Segundo Paulo Flores, o álbum não representa apenas o sentimento de alma do músico que é considerado um dos cantores mais populares de Angola.
"Lembrei-me do álbum ‘Independência’ do Teta Lando, que foi o segundo dele, e eu achei que seria interessante falar com o Yuri [da Cunha]; ele também gostou dessa ideia de nos vermos, tantos anos depois”, conta. “E é curioso que parece que sentimos ainda as mesmas carências que Teta Lando cantava quando lançou a ‘Independência’ dele", acrescenta.
Falta de liberdade de pensamento
Retomar o tema – adianta o músico – é também um convite à reflexão sobre como conquistar uma independência plena. "Não vai ser pelas armas, não vai ser pela violência. Vai ser pelo pensamento que é o que mais nos é privado, em particular em Angola e nos contextos do mundo moderno", frisa.
Os temas interpretados por Paulo Flores aspiram a esse direito, mas também exaltam os desafios ainda vigentes que a conquista da independência impôs aos angolanos. "Porque a principal conquista será quando nós nos libertarmos dos nossos próprios medos. Quando deixarmos de ser prisioneiros da nossa própria mente e nos libertarmos de todos os traumas", explica.
Para o artista, os angolanos devem ganhar a capacidade de pensar por si próprios, acreditando num futuro mais risonho. "Embora o disco faça uma reflexão meio desesperada, ao mesmo tempo não tem como nós não acreditarmos... Porque, de facto, nós já passámos por tanta coisa que, hoje em dia, é quase como se fosse uma questão de tempo", prevê.

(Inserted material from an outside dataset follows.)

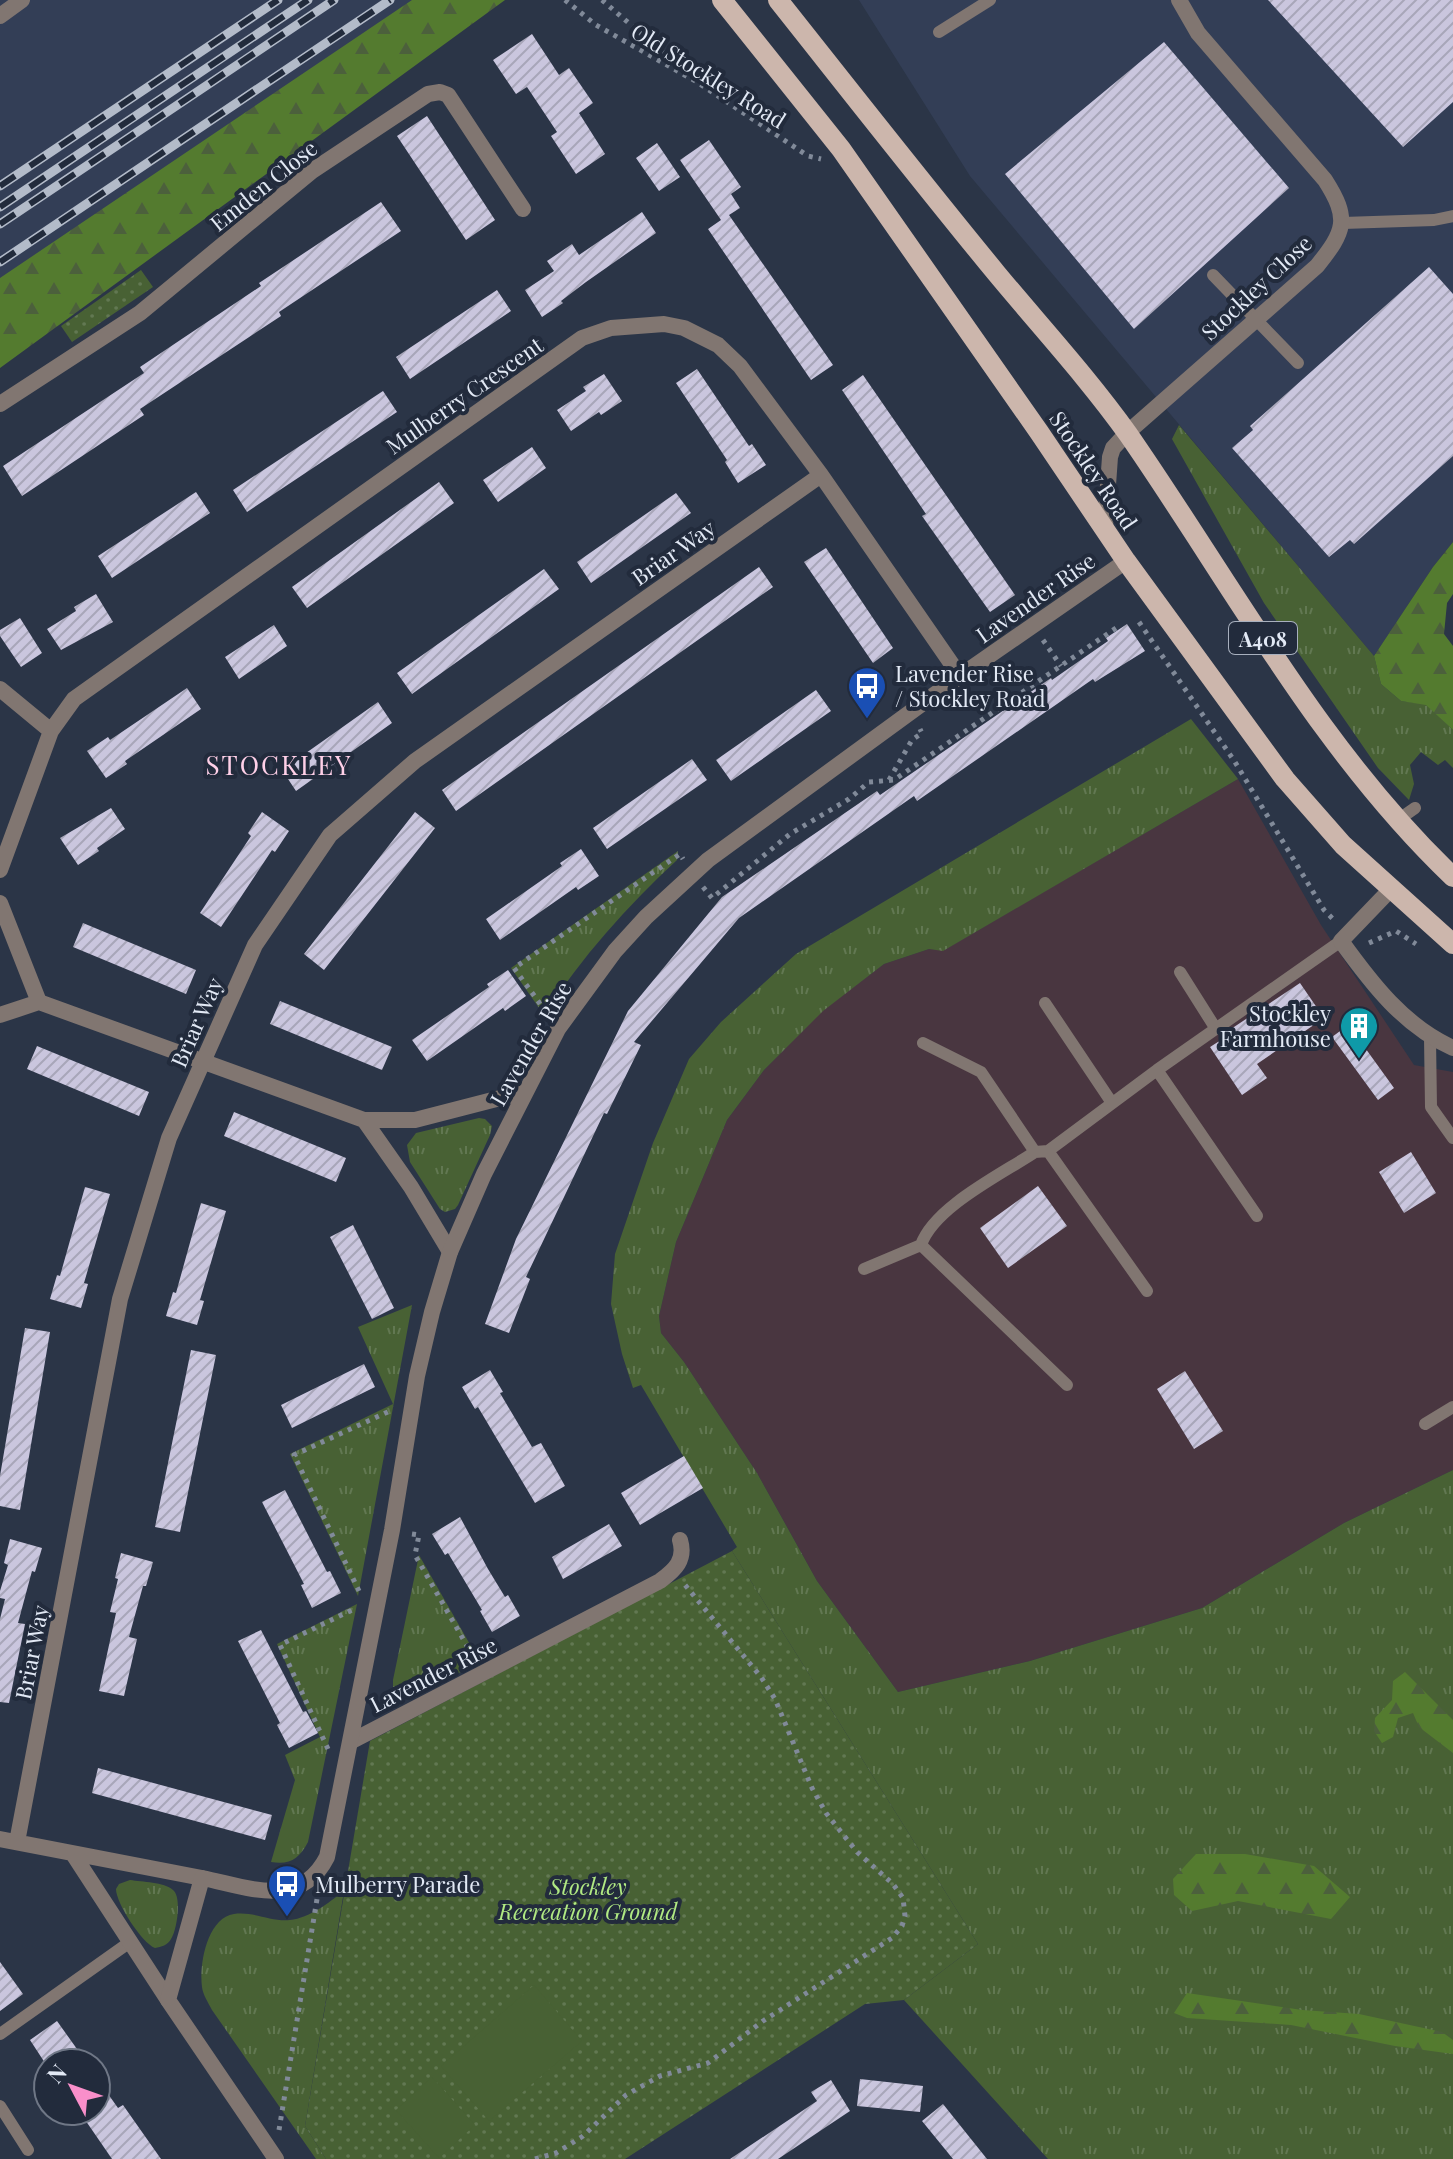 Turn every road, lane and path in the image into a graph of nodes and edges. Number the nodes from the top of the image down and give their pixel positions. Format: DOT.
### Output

"Sinto que, às vezes, Angola ainda nem sequer está preparada – porque não há essa condição – para assimilar tudo o que estou a escrever. Mas fica para a memória futura. Fica como exercício e como narrativa dos nossos tempos. E principalmente era importante para mim contar algumas histórias do meu imaginário, algumas histórias que eu vivi e que sinto que têm sido apagadas pelo tempo", refere o músico.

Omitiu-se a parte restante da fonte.